Yesterday our family saw about 18 wild turkeys running for their lives near the edge of the forest. A coyote was chasing them and trying to make at least one of them his lunch. Fortunately for the turkeys, he was not successful. They flew into the trees and waited for about one half hour before lighting back to the ground again. No sooner when reaching their food, a couple of deer ran right into the flock of feeding turkeys; the deer were running for their lives, heading deeper into the forest. It appears that the coyote, and perhaps his pack, were now hunting larger game. This time of year (I call it the starving time) the deer are in a vulnerable position, that of being prey for predatory animals such as the wolf and coyote. They are weak and cannot move very quickly over any length of distance. When being chased, the weak in the group soon tire and are separated from the herd; this makes them easy prey for a hungry pack of coyotes. Heavy snow covers the ground this time of the year and the deer’s food source is too deep for them to dig free enough to eat.

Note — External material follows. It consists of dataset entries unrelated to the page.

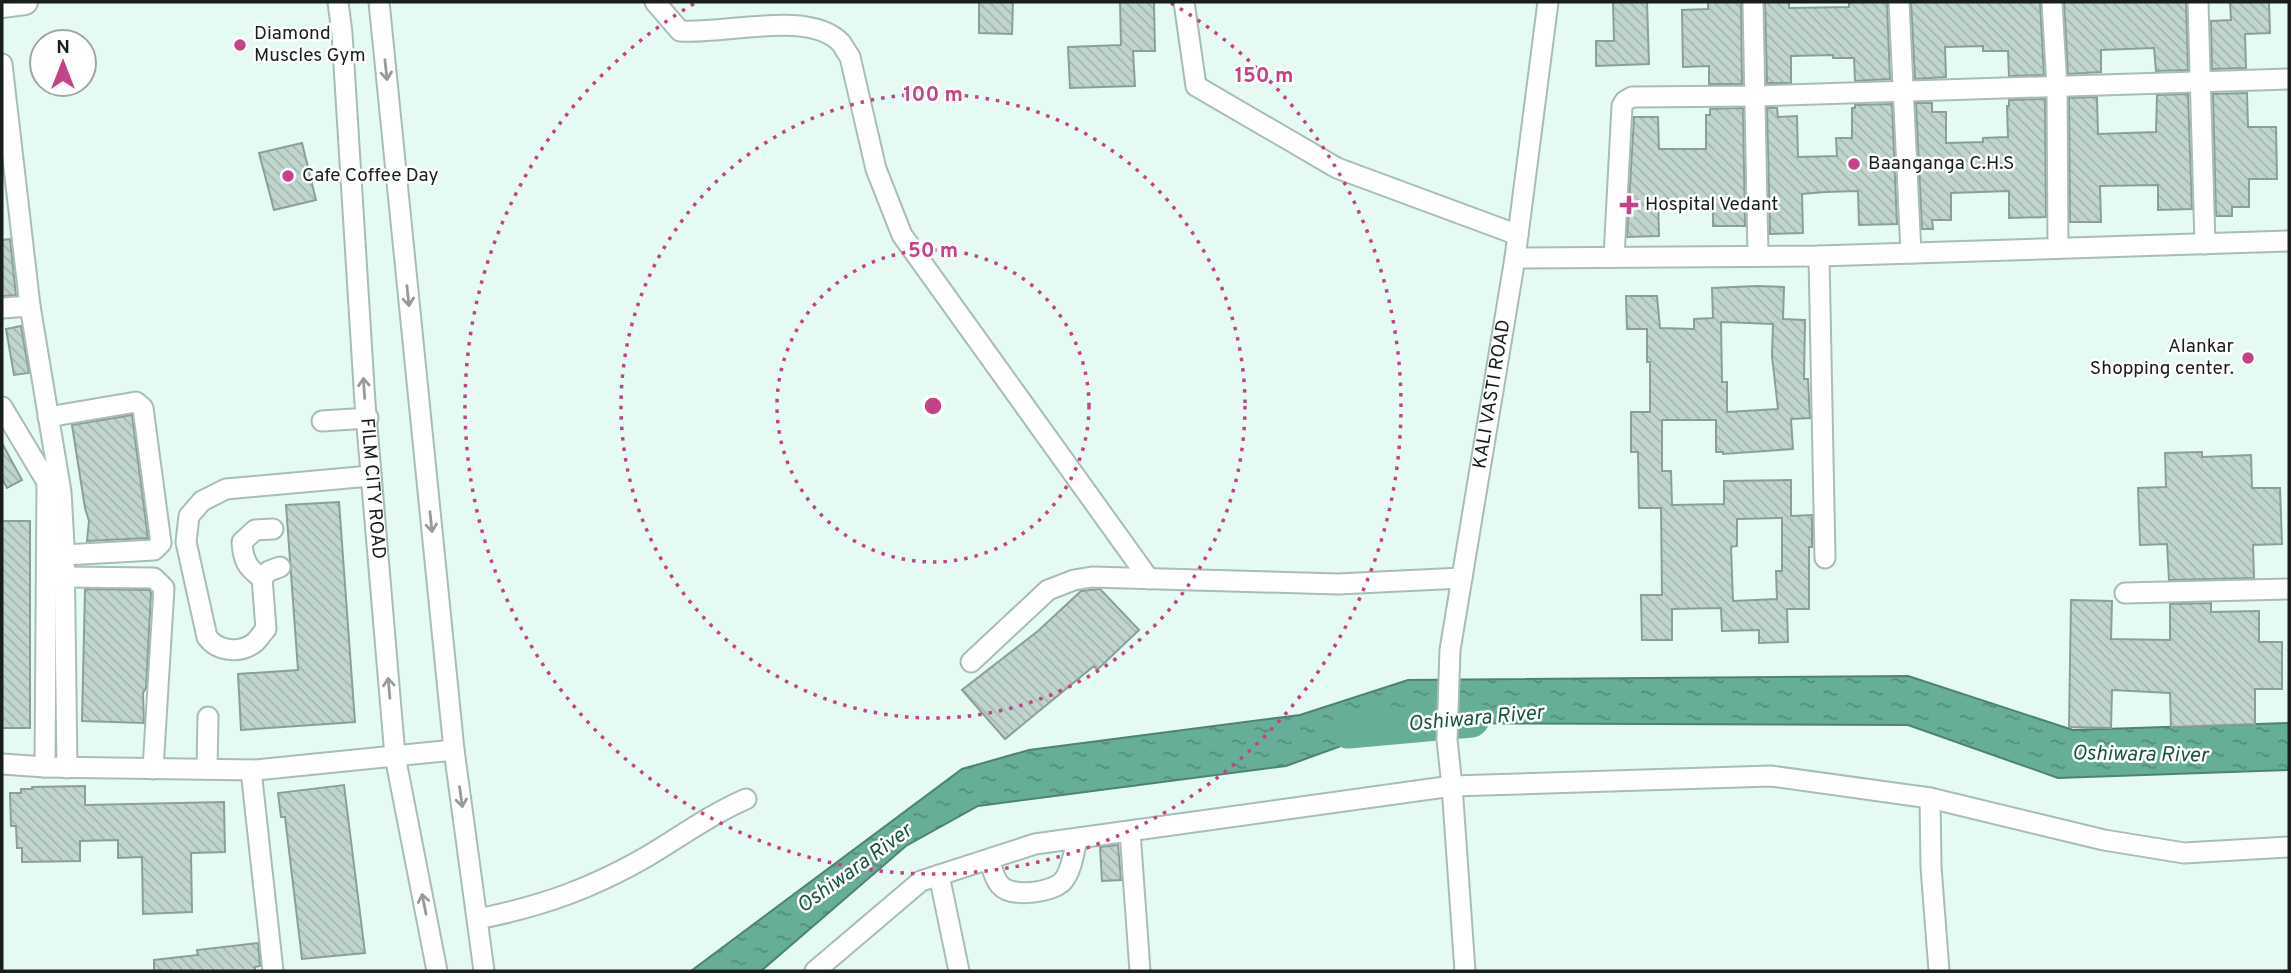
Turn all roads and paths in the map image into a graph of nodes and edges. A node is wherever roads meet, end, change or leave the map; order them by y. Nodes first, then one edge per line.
1 (26, 2) edge
2 (338, 2) edge
3 (379, 2) edge
4 (654, 2) edge
5 (1184, 2) edge
6 (1548, 2) edge
7 (1753, 2) edge
8 (1899, 2) edge
9 (2052, 2) edge
10 (2198, 2) edge
11 (2, 5) edge
12 (2, 64) edge
13 (2289, 79) edge
14 (2201, 82) junction
15 (2057, 88) junction
16 (1904, 92) junction
17 (1755, 96) junction
18 (9, 182) edge
19 (11, 225) edge
20 (1518, 235) junction
21 (2289, 241) edge
22 (2205, 244) junction
23 (2058, 248) junction
24 (1911, 253) junction
25 (1758, 256) junction
26 (1819, 256) junction
27 (1614, 257) junction
28 (1515, 258) junction
29 (30, 306) junction
30 (2, 308) edge
31 (2, 407) edge
32 (48, 417) junction
33 (368, 418) junction
34 (322, 421) dead end
35 (370, 476) junction
36 (273, 528) dead end
37 (64, 555) junction
38 (1825, 558) dead end
39 (280, 566) dead end
40 (65, 577) junction
41 (262, 578) junction
42 (1462, 578) junction
43 (1149, 579) junction
44 (2289, 589) edge
45 (2125, 593) dead end
46 (971, 662) dead end
47 (213, 716) dead end
48 (454, 750) junction
49 (395, 756) junction
50 (2, 764) edge
51 (46, 767) junction
52 (67, 768) junction
53 (153, 769) junction
54 (212, 769) junction
55 (251, 770) junction
56 (1452, 786) junction
57 (1930, 798) junction
58 (746, 799) dead end
59 (1130, 832) junction
60 (1077, 839) junction
61 (2289, 847) edge
62 (989, 859) junction
63 (939, 876) junction
64 (478, 919) junction
65 (273, 971) edge
66 (437, 971) edge
67 (484, 971) edge
68 (815, 971) edge
69 (959, 971) edge
70 (1140, 971) edge
71 (1465, 971) edge
72 (1939, 971) edge

1 - 11 main road
33 -> 2 street, FILM CITY ROAD
3 -> 48 street
4 - 43 street
5 - 20 street
6 - 20 street, KALI VASTI ROAD
7 - 17 street
8 - 16 street
9 - 15 street
10 - 14 street
12 - 18 street
13 - 14 street
14 - 15 street
14 - 22 street
15 - 16 street
15 - 23 street
16 - 17 street
16 - 24 street
17 - 25 street
17 - 27 street
18 - 19 street
19 - 29 street
20 - 28 street, KALI VASTI ROAD
21 - 22 street
22 - 23 street
23 - 24 street
24 - 26 street
25 - 26 street
25 - 27 street
26 - 38 street
27 - 28 street
28 - 42 street, KALI VASTI ROAD
29 - 30 street
29 - 32 street
31 - 51 street
32 - 37 street
32 - 37 street
33 - 34 street
33 - 35 street, FILM CITY ROAD
35 - 41 street
49 -> 35 street, FILM CITY ROAD
36 - 41 street
37 - 40 street
39 - 41 street
40 - 52 street
40 - 53 street
42 - 43 street
42 - 56 street, KALI VASTI ROAD
43 - 46 street
44 - 45 street
47 - 54 street
48 - 49 street
48 -> 64 street
49 - 55 street
66 -> 49 street, FILM CITY ROAD
50 - 51 street
51 - 52 street
52 - 53 street
53 - 54 street
54 - 55 street
55 - 65 street
56 - 57 street
56 - 59 street
56 - 71 street, KALI VASTI ROAD
57 - 61 street
57 - 72 street
58 - 64 street
59 - 60 street
59 - 70 street
60 - 62 street
60 - 62 street
62 - 63 street
63 - 68 street
63 - 69 street
64 - 67 street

In spite of seeing this struggle for life taking place in our meadow, it was a wondrous sight watching the wildlife at our doorstep. In retrospect, as I looked out at the scenes unfolding before me in the animals struggle for life, I now think of how similar it is for us at times. We rush to and fro trying sometimes desperately to scratch a living for our families and ourselves, only to find that some predator in our field of work has caused us great harm. We get discouraged and feel like chucking it all in. “What am I doing, trying my best when someone who does not deserve the rewards heaped on them, is getting what we worked so hard to earn?”
|Flight to safety.|
The other day I was discouraged over the heavy financial burden we faced this year. I became down trodden thinking about how much we paid in taxes, as well as the amount left to pay. Anne arrived home and sat down next to me and she noticed I was down. After I shared with her the reasons for me being unhappy, she looked at me and smiled. “Augie, I felt as you do now, but then I started thinking about how God has blessed us with healthy children, a wonderful home and steady employment. I realized that he is taking care of us and he still will tomorrow and the day after.” This made me take stock over how God has indeed blessed us with so much, and how he will the next day and all the days that follow. My eyes then went from looking at the ground, to praising God quietly in my heart.
In Mathew 6:25, Jesus talks with his disciples about the need to not worry about anything. He goes on to tell his disciples that God will take of each one of you. He uses the analogy of sparrows of the field that do not plant or gather their crops. He says that God even takes care of these little animals, and he will take care of each of them as well. This reminds me that God is taking care of my family and myself. I have nothing to worry about. Just as I walk my son across a busy intersection by holding on to his hand, God does so with me. My son is not watchful of danger because he knows that his daddy is looking out for him, and my son knows that I will not let anything happen to him. Will doesn’t have to see his destination, only I have to. He trusts me to get him there without having to panic or be filled with fear. So it is with God, he holds our hand and helps us through our busy streets until we reach the other side.